[Opening DATA FOR ANALYSIS section]

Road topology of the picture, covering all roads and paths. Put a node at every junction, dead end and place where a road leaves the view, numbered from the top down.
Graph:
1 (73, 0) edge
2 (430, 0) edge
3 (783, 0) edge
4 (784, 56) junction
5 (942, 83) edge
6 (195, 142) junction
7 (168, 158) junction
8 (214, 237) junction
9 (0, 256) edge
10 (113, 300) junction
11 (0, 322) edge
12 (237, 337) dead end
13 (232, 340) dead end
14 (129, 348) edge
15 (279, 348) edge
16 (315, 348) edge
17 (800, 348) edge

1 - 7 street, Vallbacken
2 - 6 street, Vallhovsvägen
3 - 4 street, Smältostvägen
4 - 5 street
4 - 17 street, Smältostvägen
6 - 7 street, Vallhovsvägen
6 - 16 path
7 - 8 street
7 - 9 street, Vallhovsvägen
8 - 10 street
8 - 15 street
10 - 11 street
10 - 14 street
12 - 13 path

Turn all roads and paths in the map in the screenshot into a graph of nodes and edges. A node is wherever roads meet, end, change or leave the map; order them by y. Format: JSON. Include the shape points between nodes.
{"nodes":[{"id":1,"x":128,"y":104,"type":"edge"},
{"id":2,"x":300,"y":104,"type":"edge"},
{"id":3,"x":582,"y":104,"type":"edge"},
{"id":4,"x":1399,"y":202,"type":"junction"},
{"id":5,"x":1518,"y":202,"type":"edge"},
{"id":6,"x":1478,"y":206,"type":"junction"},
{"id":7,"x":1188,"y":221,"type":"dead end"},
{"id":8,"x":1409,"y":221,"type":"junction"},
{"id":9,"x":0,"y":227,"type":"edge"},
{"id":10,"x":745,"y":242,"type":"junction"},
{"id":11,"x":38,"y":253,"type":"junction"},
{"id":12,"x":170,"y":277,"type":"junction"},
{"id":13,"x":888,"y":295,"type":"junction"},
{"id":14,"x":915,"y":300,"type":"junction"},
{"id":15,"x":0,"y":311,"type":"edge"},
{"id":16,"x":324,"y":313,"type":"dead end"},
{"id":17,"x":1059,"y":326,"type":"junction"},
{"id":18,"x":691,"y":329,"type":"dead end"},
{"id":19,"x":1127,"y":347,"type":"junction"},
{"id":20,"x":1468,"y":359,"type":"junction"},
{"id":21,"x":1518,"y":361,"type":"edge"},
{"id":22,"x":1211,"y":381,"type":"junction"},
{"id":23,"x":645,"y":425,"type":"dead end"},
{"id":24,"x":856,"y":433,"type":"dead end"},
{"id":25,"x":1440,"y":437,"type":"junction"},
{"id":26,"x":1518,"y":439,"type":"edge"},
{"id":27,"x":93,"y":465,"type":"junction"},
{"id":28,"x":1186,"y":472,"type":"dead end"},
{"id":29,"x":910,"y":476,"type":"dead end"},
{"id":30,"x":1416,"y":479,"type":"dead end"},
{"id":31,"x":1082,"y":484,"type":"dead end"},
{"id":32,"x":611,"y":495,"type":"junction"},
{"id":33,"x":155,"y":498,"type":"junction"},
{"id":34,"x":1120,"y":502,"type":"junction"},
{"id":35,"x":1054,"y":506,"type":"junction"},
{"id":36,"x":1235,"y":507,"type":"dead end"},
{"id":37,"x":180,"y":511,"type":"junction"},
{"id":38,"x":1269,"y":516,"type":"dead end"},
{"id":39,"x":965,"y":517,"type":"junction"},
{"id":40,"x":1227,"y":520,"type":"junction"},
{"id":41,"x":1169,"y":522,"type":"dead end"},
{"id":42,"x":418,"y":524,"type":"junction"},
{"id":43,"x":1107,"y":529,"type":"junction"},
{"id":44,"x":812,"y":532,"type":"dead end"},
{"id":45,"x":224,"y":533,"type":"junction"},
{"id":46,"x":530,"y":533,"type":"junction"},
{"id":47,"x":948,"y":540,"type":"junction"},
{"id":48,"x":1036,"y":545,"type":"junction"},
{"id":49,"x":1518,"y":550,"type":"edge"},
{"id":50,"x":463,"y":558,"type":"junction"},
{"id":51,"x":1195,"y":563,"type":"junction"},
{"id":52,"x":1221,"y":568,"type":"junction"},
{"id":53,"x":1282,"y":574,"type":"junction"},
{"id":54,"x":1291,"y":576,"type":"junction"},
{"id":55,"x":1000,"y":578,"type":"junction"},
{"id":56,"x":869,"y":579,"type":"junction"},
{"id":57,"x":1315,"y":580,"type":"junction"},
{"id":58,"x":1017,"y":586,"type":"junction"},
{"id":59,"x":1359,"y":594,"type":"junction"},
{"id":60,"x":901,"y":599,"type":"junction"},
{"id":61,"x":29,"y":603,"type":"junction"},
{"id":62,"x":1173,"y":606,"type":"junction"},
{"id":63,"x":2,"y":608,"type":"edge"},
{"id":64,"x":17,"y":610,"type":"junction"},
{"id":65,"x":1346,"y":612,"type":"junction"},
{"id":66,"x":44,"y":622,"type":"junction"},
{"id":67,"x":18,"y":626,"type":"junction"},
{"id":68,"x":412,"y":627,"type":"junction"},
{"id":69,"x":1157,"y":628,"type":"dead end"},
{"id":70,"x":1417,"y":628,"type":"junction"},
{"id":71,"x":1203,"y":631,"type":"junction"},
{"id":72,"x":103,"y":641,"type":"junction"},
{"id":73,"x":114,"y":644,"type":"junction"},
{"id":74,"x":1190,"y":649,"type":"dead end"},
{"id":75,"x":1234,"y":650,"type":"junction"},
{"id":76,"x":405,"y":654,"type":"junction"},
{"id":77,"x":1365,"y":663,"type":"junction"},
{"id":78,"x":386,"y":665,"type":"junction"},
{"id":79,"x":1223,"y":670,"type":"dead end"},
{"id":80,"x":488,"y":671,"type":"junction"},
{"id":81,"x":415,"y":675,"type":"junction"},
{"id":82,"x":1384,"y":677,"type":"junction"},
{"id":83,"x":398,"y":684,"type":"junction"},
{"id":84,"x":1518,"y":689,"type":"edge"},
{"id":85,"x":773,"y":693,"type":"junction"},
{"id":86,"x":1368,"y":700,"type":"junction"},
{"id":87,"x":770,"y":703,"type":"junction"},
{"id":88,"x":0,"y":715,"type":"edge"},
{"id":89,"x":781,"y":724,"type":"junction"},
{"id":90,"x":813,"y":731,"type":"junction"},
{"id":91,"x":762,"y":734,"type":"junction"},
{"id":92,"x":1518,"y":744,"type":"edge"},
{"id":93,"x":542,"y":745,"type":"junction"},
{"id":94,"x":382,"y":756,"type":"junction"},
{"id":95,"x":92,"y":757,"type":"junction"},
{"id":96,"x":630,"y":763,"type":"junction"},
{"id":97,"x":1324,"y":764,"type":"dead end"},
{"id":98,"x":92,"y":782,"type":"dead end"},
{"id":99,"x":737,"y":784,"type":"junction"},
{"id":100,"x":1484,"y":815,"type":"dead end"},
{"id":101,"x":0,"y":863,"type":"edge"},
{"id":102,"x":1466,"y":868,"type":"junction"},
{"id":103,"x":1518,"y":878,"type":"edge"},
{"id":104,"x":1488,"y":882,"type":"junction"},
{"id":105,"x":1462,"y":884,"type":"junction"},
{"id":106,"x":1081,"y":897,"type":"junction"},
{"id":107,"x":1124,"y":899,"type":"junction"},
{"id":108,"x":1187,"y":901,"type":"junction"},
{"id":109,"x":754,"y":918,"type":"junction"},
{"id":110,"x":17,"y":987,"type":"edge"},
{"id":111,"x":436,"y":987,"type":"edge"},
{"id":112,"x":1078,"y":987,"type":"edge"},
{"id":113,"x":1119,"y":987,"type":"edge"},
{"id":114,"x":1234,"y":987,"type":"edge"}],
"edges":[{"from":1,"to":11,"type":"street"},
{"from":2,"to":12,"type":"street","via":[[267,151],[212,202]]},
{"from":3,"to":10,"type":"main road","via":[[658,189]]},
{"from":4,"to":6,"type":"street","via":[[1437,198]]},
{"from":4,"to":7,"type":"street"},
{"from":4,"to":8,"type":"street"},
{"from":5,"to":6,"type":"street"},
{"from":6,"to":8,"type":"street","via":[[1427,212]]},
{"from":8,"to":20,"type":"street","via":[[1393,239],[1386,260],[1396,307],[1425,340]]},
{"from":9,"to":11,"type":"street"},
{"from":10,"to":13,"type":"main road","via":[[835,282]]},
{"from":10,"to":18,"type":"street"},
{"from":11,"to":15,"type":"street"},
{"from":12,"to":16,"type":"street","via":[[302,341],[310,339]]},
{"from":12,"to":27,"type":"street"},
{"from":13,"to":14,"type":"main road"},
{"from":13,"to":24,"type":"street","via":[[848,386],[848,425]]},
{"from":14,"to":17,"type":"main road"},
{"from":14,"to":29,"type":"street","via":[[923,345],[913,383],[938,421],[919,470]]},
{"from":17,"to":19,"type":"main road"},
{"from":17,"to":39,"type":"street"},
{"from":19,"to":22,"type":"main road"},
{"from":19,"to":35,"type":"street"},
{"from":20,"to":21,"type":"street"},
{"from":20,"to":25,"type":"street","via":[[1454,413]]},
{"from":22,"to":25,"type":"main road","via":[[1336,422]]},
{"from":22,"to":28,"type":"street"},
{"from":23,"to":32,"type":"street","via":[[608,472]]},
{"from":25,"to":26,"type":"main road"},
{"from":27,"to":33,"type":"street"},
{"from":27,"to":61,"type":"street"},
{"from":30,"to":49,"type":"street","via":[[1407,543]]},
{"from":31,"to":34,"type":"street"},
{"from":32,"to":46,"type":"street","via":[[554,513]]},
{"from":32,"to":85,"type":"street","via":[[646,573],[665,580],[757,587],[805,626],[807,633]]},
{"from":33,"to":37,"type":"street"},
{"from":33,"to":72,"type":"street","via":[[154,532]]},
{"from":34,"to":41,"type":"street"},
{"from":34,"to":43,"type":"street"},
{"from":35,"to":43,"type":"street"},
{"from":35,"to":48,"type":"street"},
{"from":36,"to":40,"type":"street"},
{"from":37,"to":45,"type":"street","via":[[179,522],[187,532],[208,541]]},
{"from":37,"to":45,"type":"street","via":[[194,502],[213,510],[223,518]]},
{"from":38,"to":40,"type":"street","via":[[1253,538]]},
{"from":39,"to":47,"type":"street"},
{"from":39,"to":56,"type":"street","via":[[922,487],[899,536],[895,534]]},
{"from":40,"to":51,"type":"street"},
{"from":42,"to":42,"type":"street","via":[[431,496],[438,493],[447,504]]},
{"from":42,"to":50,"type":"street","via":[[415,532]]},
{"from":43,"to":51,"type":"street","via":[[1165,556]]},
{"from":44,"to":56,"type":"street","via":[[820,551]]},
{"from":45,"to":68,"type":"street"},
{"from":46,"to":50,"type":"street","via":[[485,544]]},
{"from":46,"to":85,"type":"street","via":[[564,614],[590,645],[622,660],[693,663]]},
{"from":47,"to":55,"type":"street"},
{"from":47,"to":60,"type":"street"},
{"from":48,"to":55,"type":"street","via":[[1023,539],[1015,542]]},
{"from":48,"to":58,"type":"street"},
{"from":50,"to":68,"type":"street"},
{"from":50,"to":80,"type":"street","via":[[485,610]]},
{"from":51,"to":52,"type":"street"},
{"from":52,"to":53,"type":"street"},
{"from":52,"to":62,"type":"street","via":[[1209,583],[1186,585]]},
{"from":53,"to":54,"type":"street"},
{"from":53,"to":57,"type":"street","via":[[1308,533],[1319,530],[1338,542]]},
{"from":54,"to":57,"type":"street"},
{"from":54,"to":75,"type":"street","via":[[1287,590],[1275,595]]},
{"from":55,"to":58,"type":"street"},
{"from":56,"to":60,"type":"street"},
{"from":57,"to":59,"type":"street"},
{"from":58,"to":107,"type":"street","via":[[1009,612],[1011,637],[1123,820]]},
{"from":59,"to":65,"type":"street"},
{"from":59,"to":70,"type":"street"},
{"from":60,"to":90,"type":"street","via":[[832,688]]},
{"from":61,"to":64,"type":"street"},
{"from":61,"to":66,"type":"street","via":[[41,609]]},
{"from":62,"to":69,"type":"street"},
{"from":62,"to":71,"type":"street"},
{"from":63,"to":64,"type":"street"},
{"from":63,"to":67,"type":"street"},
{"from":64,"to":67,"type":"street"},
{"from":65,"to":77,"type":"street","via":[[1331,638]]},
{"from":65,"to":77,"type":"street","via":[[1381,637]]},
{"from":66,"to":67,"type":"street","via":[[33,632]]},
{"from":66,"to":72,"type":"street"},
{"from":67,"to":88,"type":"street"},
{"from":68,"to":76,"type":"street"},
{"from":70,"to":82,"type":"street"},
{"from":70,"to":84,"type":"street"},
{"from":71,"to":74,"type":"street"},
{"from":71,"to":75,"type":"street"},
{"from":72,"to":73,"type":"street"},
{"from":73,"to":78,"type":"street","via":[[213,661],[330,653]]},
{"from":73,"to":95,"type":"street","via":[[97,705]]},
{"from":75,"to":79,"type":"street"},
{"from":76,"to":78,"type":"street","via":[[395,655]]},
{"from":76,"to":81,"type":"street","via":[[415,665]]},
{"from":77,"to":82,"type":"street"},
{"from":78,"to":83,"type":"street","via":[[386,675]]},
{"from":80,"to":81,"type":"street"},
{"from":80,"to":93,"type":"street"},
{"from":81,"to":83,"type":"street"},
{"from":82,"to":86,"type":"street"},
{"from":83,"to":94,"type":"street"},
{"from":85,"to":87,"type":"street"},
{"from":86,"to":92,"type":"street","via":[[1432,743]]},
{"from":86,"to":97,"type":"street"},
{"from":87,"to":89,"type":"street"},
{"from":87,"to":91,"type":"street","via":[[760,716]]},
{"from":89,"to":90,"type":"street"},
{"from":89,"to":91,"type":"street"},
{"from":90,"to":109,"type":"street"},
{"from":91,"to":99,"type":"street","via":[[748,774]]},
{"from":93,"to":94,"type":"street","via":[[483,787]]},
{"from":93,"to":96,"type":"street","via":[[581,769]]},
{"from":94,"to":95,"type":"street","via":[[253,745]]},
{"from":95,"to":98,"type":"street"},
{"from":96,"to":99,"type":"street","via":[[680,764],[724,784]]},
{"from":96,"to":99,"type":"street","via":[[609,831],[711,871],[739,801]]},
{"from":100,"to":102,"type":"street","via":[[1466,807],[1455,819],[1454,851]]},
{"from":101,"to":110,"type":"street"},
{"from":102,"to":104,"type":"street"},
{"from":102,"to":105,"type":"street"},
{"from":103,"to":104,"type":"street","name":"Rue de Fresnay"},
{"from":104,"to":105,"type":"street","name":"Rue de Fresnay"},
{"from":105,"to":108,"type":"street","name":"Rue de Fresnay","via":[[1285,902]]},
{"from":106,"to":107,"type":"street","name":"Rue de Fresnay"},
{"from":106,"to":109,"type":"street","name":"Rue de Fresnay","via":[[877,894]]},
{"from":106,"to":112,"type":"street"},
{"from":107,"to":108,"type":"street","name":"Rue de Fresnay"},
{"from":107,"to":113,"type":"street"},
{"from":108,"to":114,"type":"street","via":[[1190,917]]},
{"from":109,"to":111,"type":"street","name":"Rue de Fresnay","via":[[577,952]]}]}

[Closing DATA FOR ANALYSIS section]

Copy every line of the data above in which the string "nodes" appears.

→ **EXERCISE SOLUTION**
Turn all roads and paths in the map in the screenshot into a graph of nodes and edges. A node is wherever roads meet, end, change or leave the map; order them by y. Format: JSON. Include the shape points between nodes.
{"nodes":[{"id":1,"x":128,"y":104,"type":"edge"},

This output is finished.